CourtDistrict Court, E.D. Michigan
DecidedApril 2, 2026
Docket2:26-cv-10956
StatusUnknown

This text of Ferrari Welch v. Matthew J. Stewart (Ferrari Welch v. Matthew J. Stewart) is published on Counsel Stack Legal Research, covering District Court, E.D. Michigan primary law. Counsel Stack provides free access to over 12 million legal documents including statutes, case law, regulations, and constitutions.

Bluebook
Ferrari Welch v. Matthew J. Stewart, (E.D. Mich. 2026).

Opinion

UNITED STATES DISTRICT COURT EASTERN DISTRICT OF MICHIGAN SOUTHERN DIVISION FERRARI WELCH, 2:26-CV-10956-TGB-DRG Plaintiff, HON. TERRENCE G. BERG vs. ORDER DENYING MATTHEW J. STEWART, APPLICATION TO PROCEED Defendant.

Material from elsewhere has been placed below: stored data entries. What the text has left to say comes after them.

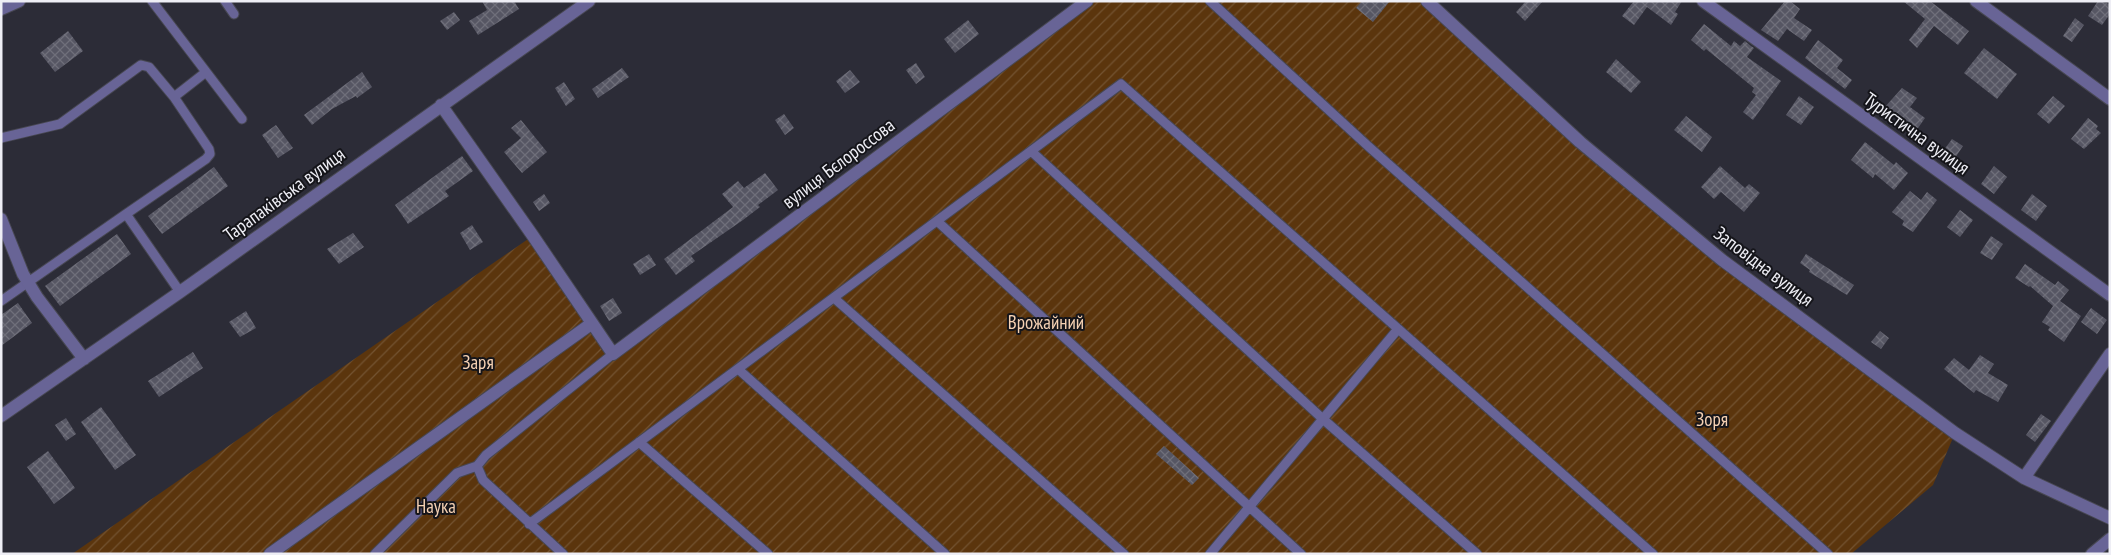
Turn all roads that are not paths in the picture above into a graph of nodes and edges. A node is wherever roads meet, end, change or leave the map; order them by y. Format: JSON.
{"nodes":[{"id":1,"x":19,"y":1,"type":"edge"},
{"id":2,"x":152,"y":1,"type":"edge"},
{"id":3,"x":225,"y":1,"type":"edge"},
{"id":4,"x":589,"y":1,"type":"edge"},
{"id":5,"x":1087,"y":1,"type":"edge"},
{"id":6,"x":1210,"y":1,"type":"edge"},
{"id":7,"x":1427,"y":1,"type":"edge"},
{"id":8,"x":1703,"y":1,"type":"edge"},
{"id":9,"x":1976,"y":1,"type":"edge"},
{"id":10,"x":1,"y":10,"type":"edge"},
{"id":11,"x":234,"y":14,"type":"dead end"},
{"id":12,"x":206,"y":72,"type":"junction"},
{"id":13,"x":174,"y":96,"type":"junction"},
{"id":14,"x":2110,"y":99,"type":"edge"},
{"id":15,"x":441,"y":105,"type":"junction"},
{"id":16,"x":242,"y":119,"type":"dead end"},
{"id":17,"x":1,"y":138,"type":"edge"},
{"id":18,"x":1031,"y":151,"type":"junction"},
{"id":19,"x":126,"y":214,"type":"junction"},
{"id":20,"x":1,"y":218,"type":"edge"},
{"id":21,"x":937,"y":221,"type":"junction"},
{"id":22,"x":28,"y":282,"type":"junction"},
{"id":23,"x":180,"y":292,"type":"junction"},
{"id":24,"x":2110,"y":295,"type":"edge"},
{"id":25,"x":834,"y":298,"type":"junction"},
{"id":26,"x":1,"y":301,"type":"edge"},
{"id":27,"x":591,"y":324,"type":"junction"},
{"id":28,"x":1398,"y":329,"type":"junction"},
{"id":29,"x":612,"y":354,"type":"junction"},
{"id":30,"x":2110,"y":354,"type":"edge"},
{"id":31,"x":84,"y":359,"type":"junction"},
{"id":32,"x":738,"y":369,"type":"junction"},
{"id":33,"x":1,"y":416,"type":"edge"},
{"id":34,"x":1324,"y":420,"type":"junction"},
{"id":35,"x":639,"y":442,"type":"junction"},
{"id":36,"x":477,"y":466,"type":"junction"},
{"id":37,"x":2024,"y":478,"type":"junction"},
{"id":38,"x":1250,"y":509,"type":"junction"},
{"id":39,"x":2110,"y":518,"type":"edge"},
{"id":40,"x":529,"y":524,"type":"junction"},
{"id":41,"x":2110,"y":539,"type":"edge"},
{"id":42,"x":559,"y":552,"type":"edge"},
{"id":43,"x":270,"y":554,"type":"edge"},
{"id":44,"x":375,"y":554,"type":"edge"},
{"id":45,"x":768,"y":554,"type":"edge"},
{"id":46,"x":945,"y":554,"type":"edge"},
{"id":47,"x":1124,"y":554,"type":"edge"},
{"id":48,"x":1210,"y":554,"type":"edge"},
{"id":49,"x":1301,"y":554,"type":"edge"},
{"id":50,"x":1477,"y":554,"type":"edge"},
{"id":51,"x":1653,"y":554,"type":"edge"},
{"id":52,"x":1828,"y":554,"type":"edge"},
{"id":53,"x":2092,"y":554,"type":"edge"}],
"edges":[{"from":1,"to":10,"type":"street"},
{"from":2,"to":12,"type":"lane"},
{"from":3,"to":11,"type":"lane"},
{"from":4,"to":15,"type":"street","name":"Тарапаківська вулиця"},
{"from":5,"to":29,"type":"street","name":"вулиця Бєлороссова"},
{"from":6,"to":52,"type":"lane"},
{"from":7,"to":37,"type":"street","name":"Заповідна вулиця"},
{"from":8,"to":24,"type":"street","name":"Туристична вулиця"},
{"from":9,"to":14,"type":"street"},
{"from":12,"to":13,"type":"lane"},
{"from":12,"to":16,"type":"lane"},
{"from":13,"to":17,"type":"lane"},
{"from":13,"to":19,"type":"lane"},
{"from":15,"to":23,"type":"street","name":"Тарапаківська вулиця"},
{"from":15,"to":27,"type":"street"},
{"from":18,"to":21,"type":"lane"},
{"from":18,"to":28,"type":"lane"},
{"from":18,"to":34,"type":"lane"},
{"from":19,"to":22,"type":"lane"},
{"from":19,"to":23,"type":"lane"},
{"from":20,"to":22,"type":"street"},
{"from":21,"to":25,"type":"lane"},
{"from":21,"to":38,"type":"lane"},
{"from":22,"to":26,"type":"lane"},
{"from":22,"to":31,"type":"street"},
{"from":23,"to":31,"type":"street","name":"Тарапаківська вулиця"},
{"from":25,"to":32,"type":"lane"},
{"from":25,"to":47,"type":"lane"},
{"from":27,"to":29,"type":"street"},
{"from":27,"to":43,"type":"street"},
{"from":28,"to":34,"type":"lane"},
{"from":28,"to":51,"type":"lane"},
{"from":29,"to":36,"type":"lane"},
{"from":30,"to":37,"type":"street"},
{"from":31,"to":33,"type":"street","name":"Тарапаківська вулиця"},
{"from":32,"to":35,"type":"lane"},
{"from":32,"to":46,"type":"lane"},
{"from":34,"to":38,"type":"lane"},
{"from":34,"to":50,"type":"lane"},
{"from":35,"to":40,"type":"lane"},
{"from":35,"to":45,"type":"lane"},
{"from":36,"to":40,"type":"lane"},
{"from":36,"to":44,"type":"lane"},
{"from":37,"to":39,"type":"street","name":"Заповідна вулиця"},
{"from":38,"to":48,"type":"lane"},
{"from":38,"to":49,"type":"lane"},
{"from":40,"to":42,"type":"lane"},
{"from":41,"to":53,"type":"street"}]}
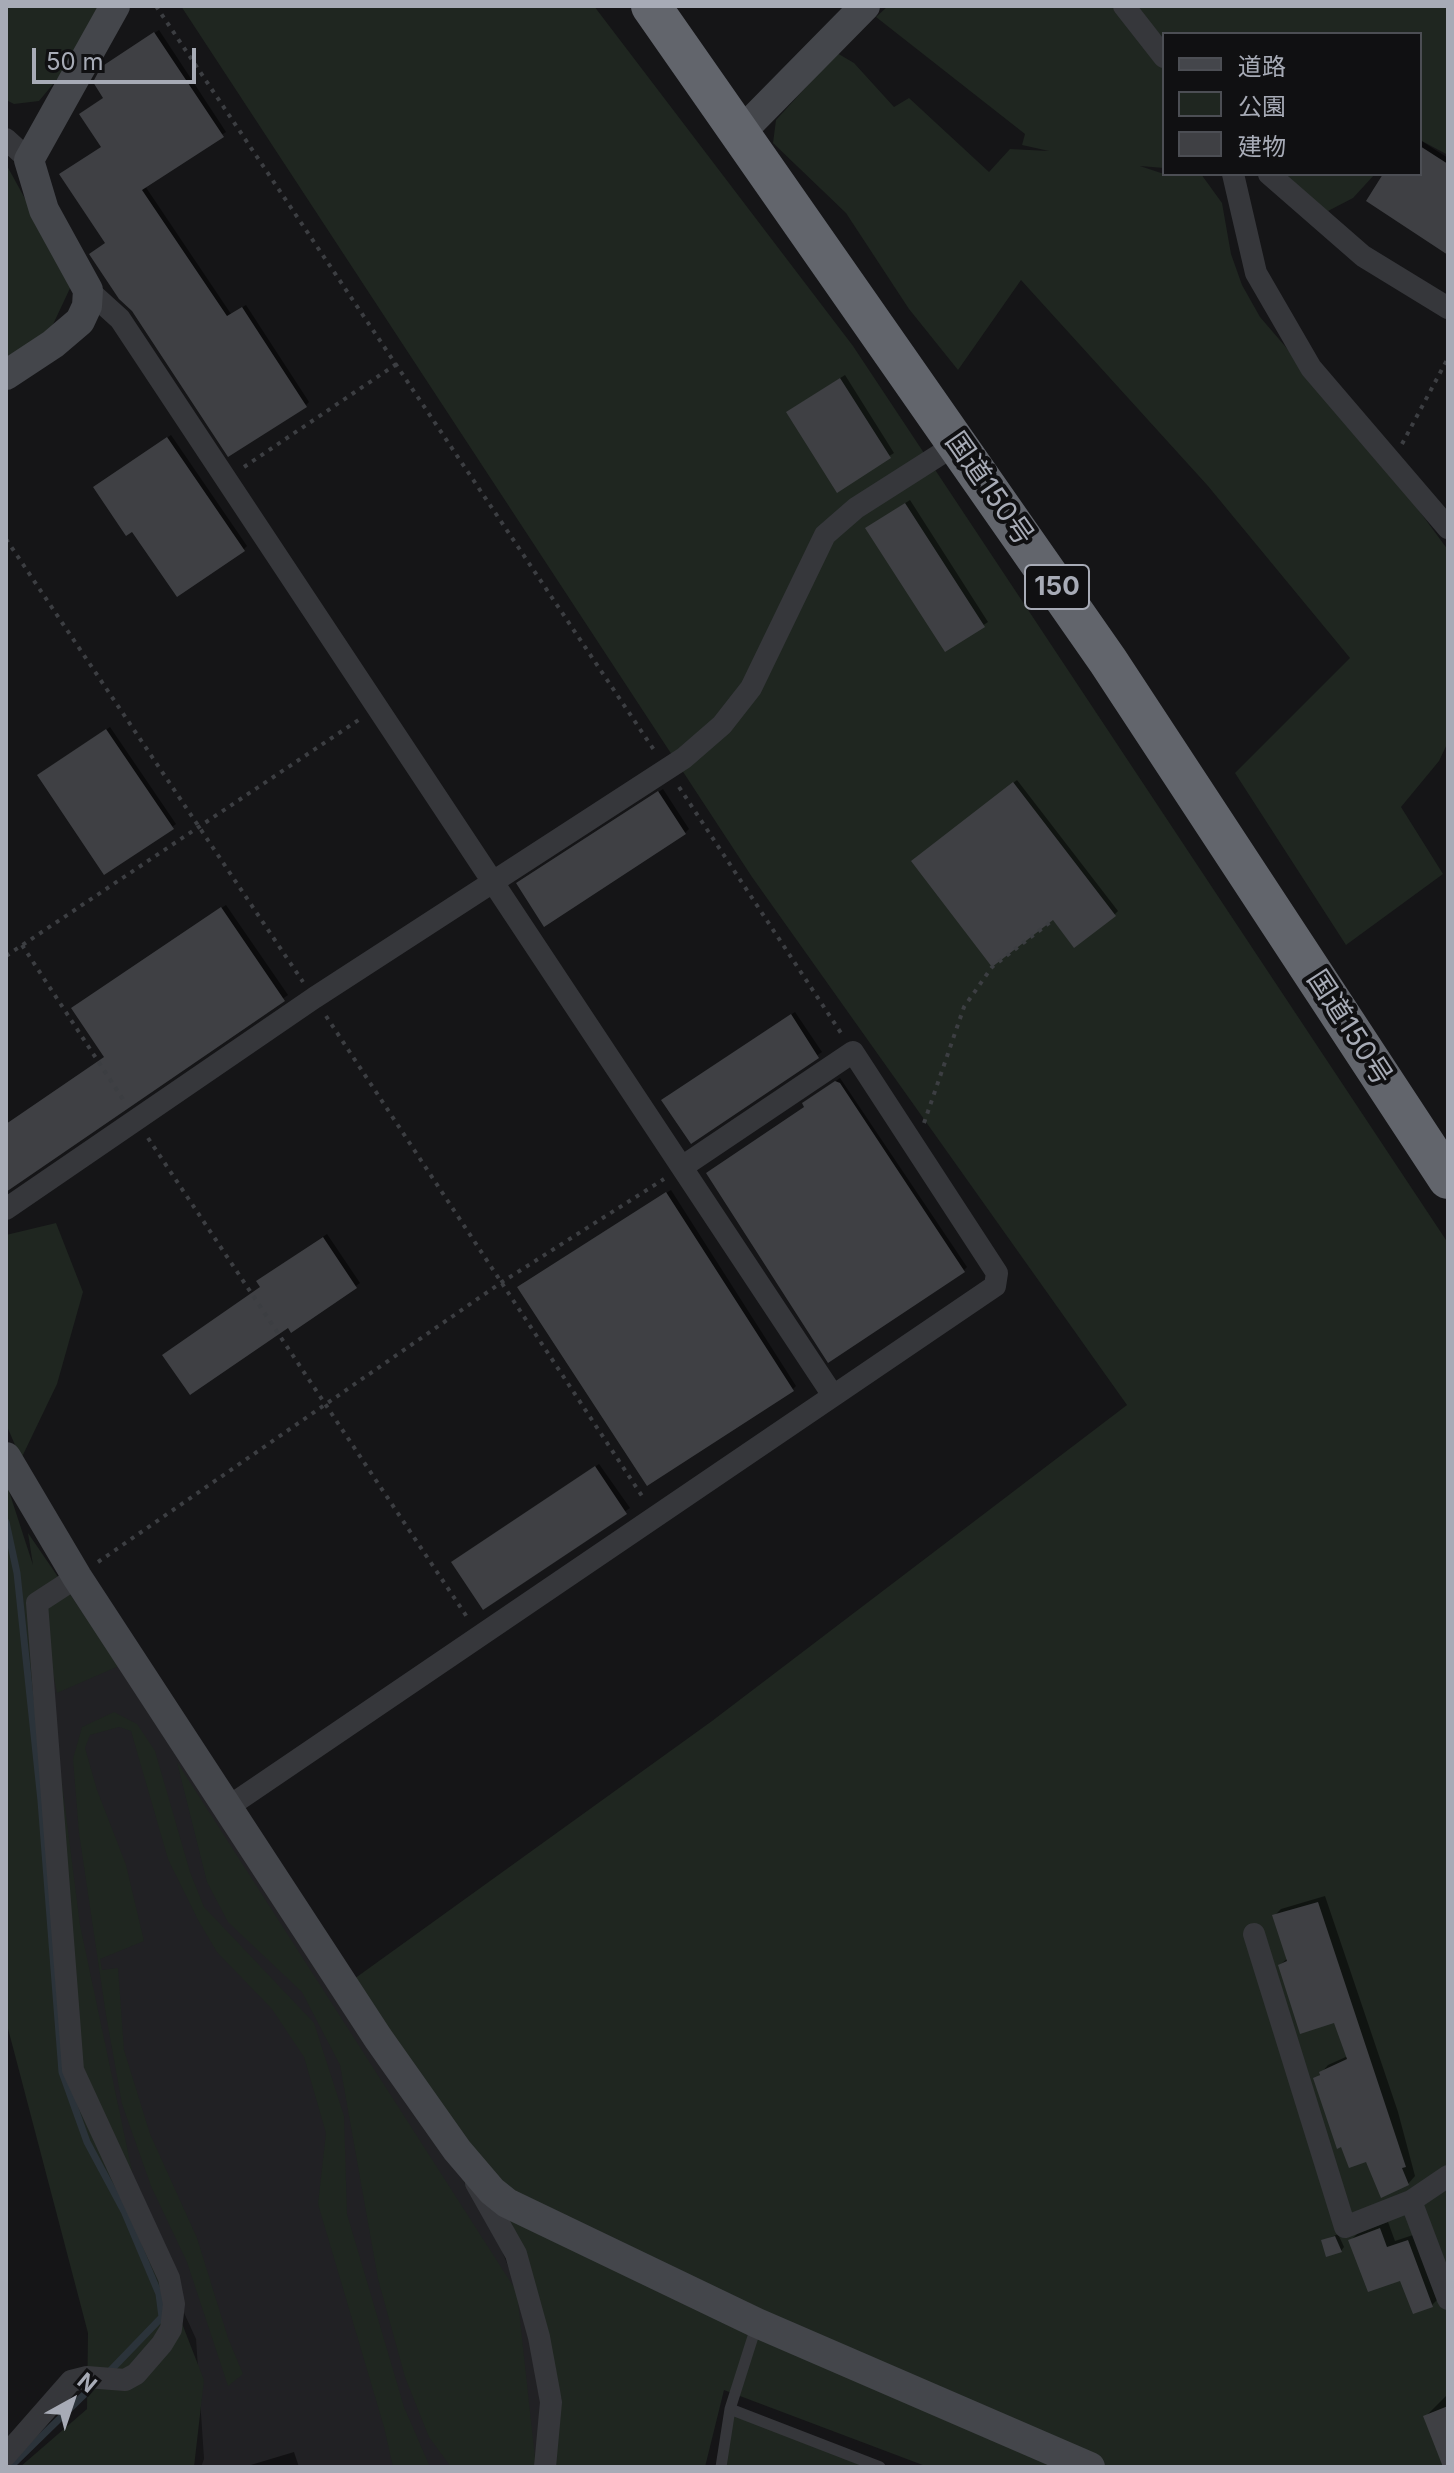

IN FORMA PAUPERIS (ECF NO. 2), SUMMARILY DISMISSING COMPLAINT (ECF NO. 1), AND DISMISSING AS MOOT MOTION FOR DECLARATORY RELIEF (ECF NO. 5) Plaintiff Ferrari Welch, proceeding pro se, brings this lawsuit against Defendant Matthew J. Stewart, Circuit Court Judge for the 35th Circuit in Shiawassee County, Michigan. Welch seeks monetary, declaratory, and injunctive relief against Judge Stewart under the Fifth and Fourteenth Amendments to the United States Constitution. ECF No. 1. She has also filed what she purports to be an application to proceed in forma pauperis (“IFP”), ECF No. 2, as well as a motion she entitled “Motion for Declaratory Relief and Judicial Disqualification in Related Proceeding.” ECF No. 5. This case is before the Court for a review of Plaintiff’s application to proceed IFP and an initial review of the Complaint. For the reasons stated below, Plaintiff’s application to proceed as a pauper will be DENIED and the Complaint will be DISMISSED. Plaintiff’s remaining motion will be DISMISSED AS MOOT. I. APPLICATION TO PROCEED AS A PAUPER Welch has filed an application to proceed without paying fees. ECF No. 2. However, the document she filed is a state court “Fee Waiver Request” and not an “Application to Proceed in District Court Without Prepaying Fees or Costs.” See Form AO240, https://www.mied.uscourts.gov/PDFFIles/Application IFP Fillable.pdf.

In the Fee Waiver Request, Welch represents only that she requests a waiver because her “gross household income is $300 every two weeks.” See id. Welch fails to provide other information required under the proper District Court IFP Application, including (1) the amount of money she has in cash or a checking or savings account, (2) any assets she own such as “[a]ny automobile, real estate, stock, bond, security, trust, jewelry, art work, or other financial instrument or thing of value,” (3) any monthly expenses such as “housing, transportation, utilities, or loan payments,”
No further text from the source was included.